Monday, November 25, 2019

.org Top-Level Domain Sold

Kieren McCarthy (via Quincy Larson):

At the end of last week, the Internet Society (ISOC) announced that it has sold the rights to the .org registry for an undisclosed sum to a private equity company called Ethos Capital. The deal is set to complete in the first quarter of next year.

The decision shocked the internet industry, not least because the .org registry has always been operated on a non-profit basis and has actively marketed itself as such. The suffix “org” on an internet address – and there are over 10 million of them – has become synonymous with non-profit organizations.

[…]

No one, including, we understand, the board of ICANN, expected the Internet Society to sell the registry. But it is also worth noting that the contract negotiation failed to add, or even ask for, protections or commitments to .org’s long-standing non-profit status despite the significant contractual changes and an extension of the contract by 10 years, far longer than previous extensions.

Save .ORG (via Hacker News):

Decisions affecting .ORG must be made with the consultation of the NGO community, overseen by a trusted community leader. If the Internet Society (ISOC) can no longer be that leader, it should work with the NGO community and the Internet Corporation for Assigned Names and Numbers (ICANN) to find an appropriate replacement.

The 2019 .ORG Registry Agreement represents a significant departure from .ORG’s 34-year history. It gives the registry the power to make several policy decisions that would be detrimental to the .ORG community[…]

Previously:

Update (2020-01-02): Nick Heer:

Translation: “If we had told people about this before the sale, it would have meant answering awkward questions that I very much wish to avoid — then and now.”

Andrew Sullivan (via Hacker News):

In our continued interest to be transparent about the details of the agreement regarding Ethos Capital’s acquisition of Public Interest Registry from the Internet Society, earlier today we disclosed the purchase price of the transaction: $1.135 billion.

[…]

Our mission is to support and promote the development of the Internet around the world — an Internet that is open, globally connected, secure, and trustworthy. Our agreement with Ethos Capital will allow us to accelerate our initiatives based on more sustainable, dependable funding, to enable us to commit to longer-term investments and to do much more to ensure that the Internet is there for everyone.

Update (2020-02-04): Nick Heer:

The Attorney General’s letter is thorough, and ICANN indicates that it intends to respond at the end of next week.

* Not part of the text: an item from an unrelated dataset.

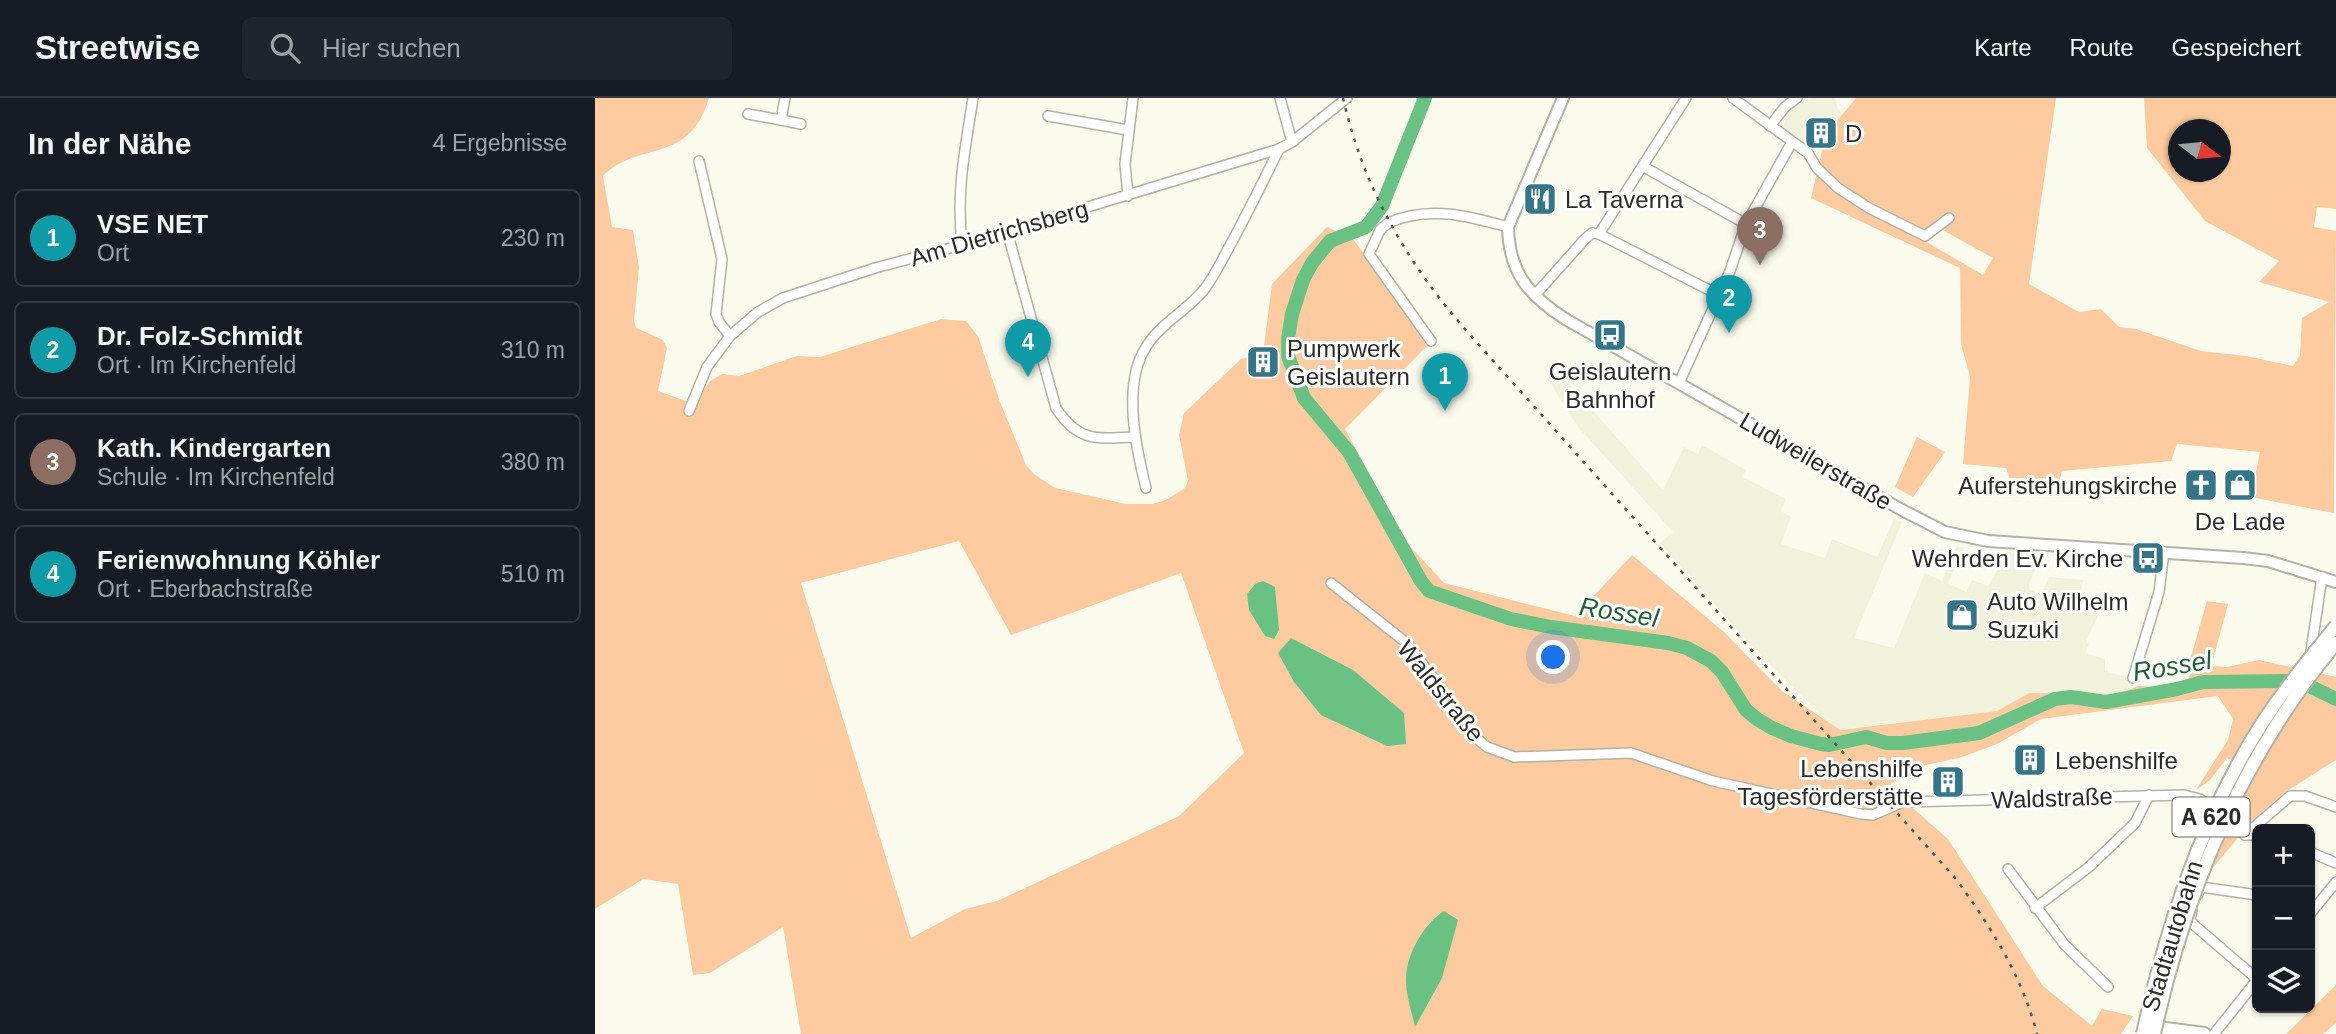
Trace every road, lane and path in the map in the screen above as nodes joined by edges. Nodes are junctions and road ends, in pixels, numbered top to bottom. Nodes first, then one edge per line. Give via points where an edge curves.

ICANN has also said that it wants approval for the sale to be delayed from February 17 to April 20.

Update (2020-04-17): Kieren McCarthy (via Hacker News):

ICANN has again delayed a decision on the sale of the .org registry, pushing the issue off for another month multiple sources with knowledge of Thursday’s meeting, have told The Register.

The organization’s board of directors was due to decide today on whether to approve the $1.13bn sale of the .org domain from the Internet Society to private equity firm Ethos Capital, but a last-minute letter from California’s attorney general Xavier Becerra appears to have upended the plan.

Update (2020-05-06): Kieren McCarthy:

ICANN has vetoed the proposed $1.1bn sale of the .org registry to an unknown private equity firm, saying this was “the right thing to do.”

1 Comment RSS · Twitter


There does seem to be a limit on how far this can go, since the DNS system is entirely distributed. I could, for example, start my own registry of .org domain names, and run a DNS server that responded for them, and you could point your DNS server at mine and bypass the existing registry altogether. Yes. this would absolutely cause complete chaos, but nonetheless would be technically possible to do, and some big DNS provider like Google DNS (8.8.8.8) or Cloudflare DNS (1.1.1.1) could certainly at the least threaten this if things get overly out of hand.

Not that this should ever have been allowed to happen - the whole DNS registrar thing should never have been allowed to happen, it always should have just been a NFP organisation to maintain them - its just a database after all, its not exactly rocket science.

Meanwhile, I have only one .org domain myself (for a NFP organisation I volunteer with) and have extended my registration for the next 9 years to at least mitigate the issue (notably, .org is much cheaper than .asn.au).